Dlaczego to ma znaczenie: To najnowsza eskalacja wieloletniej walki Trumpa z Twitterem i Facebookiem o wolność słowa i cenzurę.Prezydent D. Trump jest całkowicie wykluczony z Twittera i przez kolejne dwa lata z Facebooka .
Trump ogłosił w środę na konferencji prasowej o 11 rano
Zgłoszenie, jak powiedział Trump, ma na celu natychmiastowe wydanie nakazu, aby umożliwić szybkie przywrócenie jego kont w mediach społecznościowych. Powiedział również, że zwraca się do sądu o nałożenie „odszkodowań karnych” na trzech gigantów mediów społecznościowych.

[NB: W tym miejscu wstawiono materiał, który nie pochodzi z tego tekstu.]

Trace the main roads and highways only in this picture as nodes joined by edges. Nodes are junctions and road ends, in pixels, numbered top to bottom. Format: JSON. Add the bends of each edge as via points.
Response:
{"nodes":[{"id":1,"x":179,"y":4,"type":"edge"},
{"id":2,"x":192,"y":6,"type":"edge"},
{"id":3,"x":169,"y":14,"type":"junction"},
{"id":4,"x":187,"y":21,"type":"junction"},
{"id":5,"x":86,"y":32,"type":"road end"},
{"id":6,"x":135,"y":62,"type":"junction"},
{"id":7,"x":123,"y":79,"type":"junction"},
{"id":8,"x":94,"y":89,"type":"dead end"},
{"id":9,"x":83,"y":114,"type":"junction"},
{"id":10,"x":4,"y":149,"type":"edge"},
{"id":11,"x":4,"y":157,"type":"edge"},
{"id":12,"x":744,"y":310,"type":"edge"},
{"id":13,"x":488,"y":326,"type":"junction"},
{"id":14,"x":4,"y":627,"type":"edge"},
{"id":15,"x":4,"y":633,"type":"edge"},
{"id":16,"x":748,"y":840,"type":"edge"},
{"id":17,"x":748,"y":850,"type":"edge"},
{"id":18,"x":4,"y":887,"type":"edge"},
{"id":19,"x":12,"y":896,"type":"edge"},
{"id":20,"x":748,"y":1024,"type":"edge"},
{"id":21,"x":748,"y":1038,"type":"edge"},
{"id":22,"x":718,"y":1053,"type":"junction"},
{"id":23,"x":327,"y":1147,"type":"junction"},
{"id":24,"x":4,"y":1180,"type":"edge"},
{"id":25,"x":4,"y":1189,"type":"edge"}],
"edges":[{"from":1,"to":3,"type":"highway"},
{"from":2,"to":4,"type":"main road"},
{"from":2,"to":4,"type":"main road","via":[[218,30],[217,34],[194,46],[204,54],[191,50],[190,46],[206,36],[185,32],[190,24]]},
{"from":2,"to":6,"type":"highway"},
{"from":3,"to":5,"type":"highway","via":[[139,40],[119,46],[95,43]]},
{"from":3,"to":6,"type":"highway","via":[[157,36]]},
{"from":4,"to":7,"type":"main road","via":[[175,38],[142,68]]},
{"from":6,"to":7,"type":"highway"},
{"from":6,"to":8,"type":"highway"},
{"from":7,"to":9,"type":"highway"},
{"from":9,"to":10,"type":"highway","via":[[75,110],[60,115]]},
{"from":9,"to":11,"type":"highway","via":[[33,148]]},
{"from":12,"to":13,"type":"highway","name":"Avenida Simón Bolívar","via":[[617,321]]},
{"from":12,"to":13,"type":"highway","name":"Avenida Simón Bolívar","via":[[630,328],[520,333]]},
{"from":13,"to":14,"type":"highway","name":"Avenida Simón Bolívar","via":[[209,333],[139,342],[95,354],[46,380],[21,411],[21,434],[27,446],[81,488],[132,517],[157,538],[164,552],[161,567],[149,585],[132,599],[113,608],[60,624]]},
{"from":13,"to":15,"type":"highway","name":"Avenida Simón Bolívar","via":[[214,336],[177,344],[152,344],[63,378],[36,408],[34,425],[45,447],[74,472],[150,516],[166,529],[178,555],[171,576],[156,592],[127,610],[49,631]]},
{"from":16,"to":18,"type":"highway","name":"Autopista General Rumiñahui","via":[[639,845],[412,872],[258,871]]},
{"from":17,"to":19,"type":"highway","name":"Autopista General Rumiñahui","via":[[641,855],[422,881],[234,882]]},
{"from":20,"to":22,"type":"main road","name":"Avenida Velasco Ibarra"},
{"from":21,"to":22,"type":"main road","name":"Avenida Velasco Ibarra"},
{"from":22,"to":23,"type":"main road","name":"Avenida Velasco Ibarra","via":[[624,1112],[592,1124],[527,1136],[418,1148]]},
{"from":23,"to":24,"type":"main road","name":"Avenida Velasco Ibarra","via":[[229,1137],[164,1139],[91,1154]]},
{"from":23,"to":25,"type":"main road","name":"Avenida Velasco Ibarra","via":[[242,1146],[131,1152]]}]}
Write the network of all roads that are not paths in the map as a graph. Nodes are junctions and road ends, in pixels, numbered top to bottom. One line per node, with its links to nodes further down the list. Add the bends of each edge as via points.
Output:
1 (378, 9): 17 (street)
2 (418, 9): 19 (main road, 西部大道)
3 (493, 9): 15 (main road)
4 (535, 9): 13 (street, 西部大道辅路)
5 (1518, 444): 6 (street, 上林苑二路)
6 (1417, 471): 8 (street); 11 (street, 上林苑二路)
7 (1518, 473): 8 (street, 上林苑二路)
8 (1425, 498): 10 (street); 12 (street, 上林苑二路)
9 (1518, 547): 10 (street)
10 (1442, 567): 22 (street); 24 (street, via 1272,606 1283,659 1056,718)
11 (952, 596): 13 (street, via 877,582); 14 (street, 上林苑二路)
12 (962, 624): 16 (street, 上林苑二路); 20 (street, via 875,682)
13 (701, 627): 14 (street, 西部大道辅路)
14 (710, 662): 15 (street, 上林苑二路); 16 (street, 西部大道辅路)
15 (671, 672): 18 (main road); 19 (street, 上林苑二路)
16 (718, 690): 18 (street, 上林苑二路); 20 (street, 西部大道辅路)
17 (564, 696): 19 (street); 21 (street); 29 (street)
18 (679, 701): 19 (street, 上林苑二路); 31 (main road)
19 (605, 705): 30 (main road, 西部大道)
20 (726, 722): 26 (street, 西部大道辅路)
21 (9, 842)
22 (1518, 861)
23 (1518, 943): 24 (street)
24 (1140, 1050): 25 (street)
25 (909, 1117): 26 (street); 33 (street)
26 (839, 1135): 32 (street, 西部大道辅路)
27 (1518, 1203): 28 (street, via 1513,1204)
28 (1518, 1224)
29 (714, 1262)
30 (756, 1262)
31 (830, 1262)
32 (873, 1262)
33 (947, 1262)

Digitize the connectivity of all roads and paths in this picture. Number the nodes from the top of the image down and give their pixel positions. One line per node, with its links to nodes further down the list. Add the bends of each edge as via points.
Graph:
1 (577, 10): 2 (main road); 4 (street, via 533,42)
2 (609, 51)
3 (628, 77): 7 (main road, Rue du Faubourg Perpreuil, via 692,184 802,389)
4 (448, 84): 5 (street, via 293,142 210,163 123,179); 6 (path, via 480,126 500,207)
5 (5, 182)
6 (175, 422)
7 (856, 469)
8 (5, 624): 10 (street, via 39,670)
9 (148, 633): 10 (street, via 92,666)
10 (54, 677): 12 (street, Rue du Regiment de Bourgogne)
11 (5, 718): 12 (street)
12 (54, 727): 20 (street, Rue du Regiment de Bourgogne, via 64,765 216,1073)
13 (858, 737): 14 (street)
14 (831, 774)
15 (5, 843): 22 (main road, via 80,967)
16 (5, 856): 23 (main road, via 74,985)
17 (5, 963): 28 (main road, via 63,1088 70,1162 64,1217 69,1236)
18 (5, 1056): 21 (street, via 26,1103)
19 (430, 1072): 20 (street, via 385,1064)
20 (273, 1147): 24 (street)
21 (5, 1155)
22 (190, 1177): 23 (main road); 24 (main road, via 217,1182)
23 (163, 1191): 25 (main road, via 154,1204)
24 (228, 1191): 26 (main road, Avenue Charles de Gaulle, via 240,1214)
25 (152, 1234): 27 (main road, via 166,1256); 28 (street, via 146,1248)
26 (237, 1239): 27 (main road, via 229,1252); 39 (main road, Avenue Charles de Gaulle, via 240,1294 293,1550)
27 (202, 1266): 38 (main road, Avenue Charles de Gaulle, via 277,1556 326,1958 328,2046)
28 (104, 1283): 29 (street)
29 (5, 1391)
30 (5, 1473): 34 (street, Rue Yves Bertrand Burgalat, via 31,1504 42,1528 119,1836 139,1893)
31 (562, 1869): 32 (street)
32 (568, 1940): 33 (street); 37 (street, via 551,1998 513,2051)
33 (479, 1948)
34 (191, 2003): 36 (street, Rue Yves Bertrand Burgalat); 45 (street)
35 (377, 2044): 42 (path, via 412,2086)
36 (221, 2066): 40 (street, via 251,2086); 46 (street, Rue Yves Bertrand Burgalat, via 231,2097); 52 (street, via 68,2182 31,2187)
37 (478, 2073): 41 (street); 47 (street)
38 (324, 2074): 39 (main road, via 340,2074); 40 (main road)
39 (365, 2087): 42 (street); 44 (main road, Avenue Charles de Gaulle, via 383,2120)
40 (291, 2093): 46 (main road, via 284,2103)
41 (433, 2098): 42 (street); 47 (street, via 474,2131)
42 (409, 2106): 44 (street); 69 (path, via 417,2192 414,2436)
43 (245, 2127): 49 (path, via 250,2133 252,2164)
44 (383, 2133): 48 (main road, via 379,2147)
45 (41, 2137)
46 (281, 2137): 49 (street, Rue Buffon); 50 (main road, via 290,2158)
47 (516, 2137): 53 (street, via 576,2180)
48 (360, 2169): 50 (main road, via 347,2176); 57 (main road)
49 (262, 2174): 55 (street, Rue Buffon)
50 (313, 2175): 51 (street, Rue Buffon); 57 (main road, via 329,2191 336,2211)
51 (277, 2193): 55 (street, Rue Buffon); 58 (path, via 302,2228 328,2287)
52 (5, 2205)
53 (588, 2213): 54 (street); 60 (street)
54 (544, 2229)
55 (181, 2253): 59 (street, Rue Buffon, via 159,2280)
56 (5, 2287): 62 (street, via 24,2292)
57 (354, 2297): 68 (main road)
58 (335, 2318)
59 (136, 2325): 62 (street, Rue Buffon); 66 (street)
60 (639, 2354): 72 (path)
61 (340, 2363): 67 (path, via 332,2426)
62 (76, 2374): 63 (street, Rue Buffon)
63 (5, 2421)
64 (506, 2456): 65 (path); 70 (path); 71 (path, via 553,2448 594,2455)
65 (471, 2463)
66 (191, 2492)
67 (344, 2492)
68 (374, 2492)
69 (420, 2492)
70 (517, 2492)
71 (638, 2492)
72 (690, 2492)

Jego prawnicy twierdzą, że będą argumentować to tym, że Kongres często naciskał na Big Tech, aby podjął działania wobec konserwatystów, czyniąc z nich „agentów rządu”, a zatem podlegających Pierwszej Poprawce. „Nie ma lepszego dowodu na to, że wielkie technologie wymknęły się spod kontroli niż fakt, że na początku tego roku zakazali urzędującego prezydenta Stanów Zjednoczonych, który trwa do dziś” – powiedział.
Wysiłki prawne D. Trumpa są wspierane przez America First Policy Institute (AFPI), organizację non-profit skoncentrowaną na utrwalaniu polityki Trumpa, za pośrednictwem nowego podmiotu prawnego o nazwie Constitutional Litigation Partnership.
Prezes i dyrektor generalny AFPI Brooke Rollins oraz przewodnicząca zarządu Linda McMahon, towarzyszyli mu podczas ogłoszenia decyzji.
Pozwy zbiorowe umożliwiłyby D.Trumpowi pozwanie dyrektorów generalnych ds. technologii w imieniu szerszej grupy osób, które, jak twierdzi, zostały ocenzurowane przez stronnicze polityki.
Facebook i Twitter odmówiły komentarza w tej sprawie.
Były prezydent i jego sojusznicy wielokrotnie krytykowali zakazy jako cenzurę. Giganci technologiczni twierdzą, że zostały wprowadzone ze względów bezpieczeństwa po oblężeniu Kapitolu w styczniu.
Niezależna Rada Nadzorcza Facebooka potwierdziła decyzję Facebooka o zawieszeniu konta prezydenta D.Trumpa w maju.
W 2020 roku podpisał zarządzenie, które miało ograniczyć ochronę prawną, która chroni firmy zajmujące się mediami społecznościowymi przed odpowiedzialnością za treści publikowane przez użytkowników na ich platformach.
Prezydent Biden odwołał to rozporządzenie w maju.
Procesy sądowe i działania wymierzone w platformy Big Tech stanowią amunicję dla konserwatywnej bazy wyborczej Prezydenta Donalda Trumpa.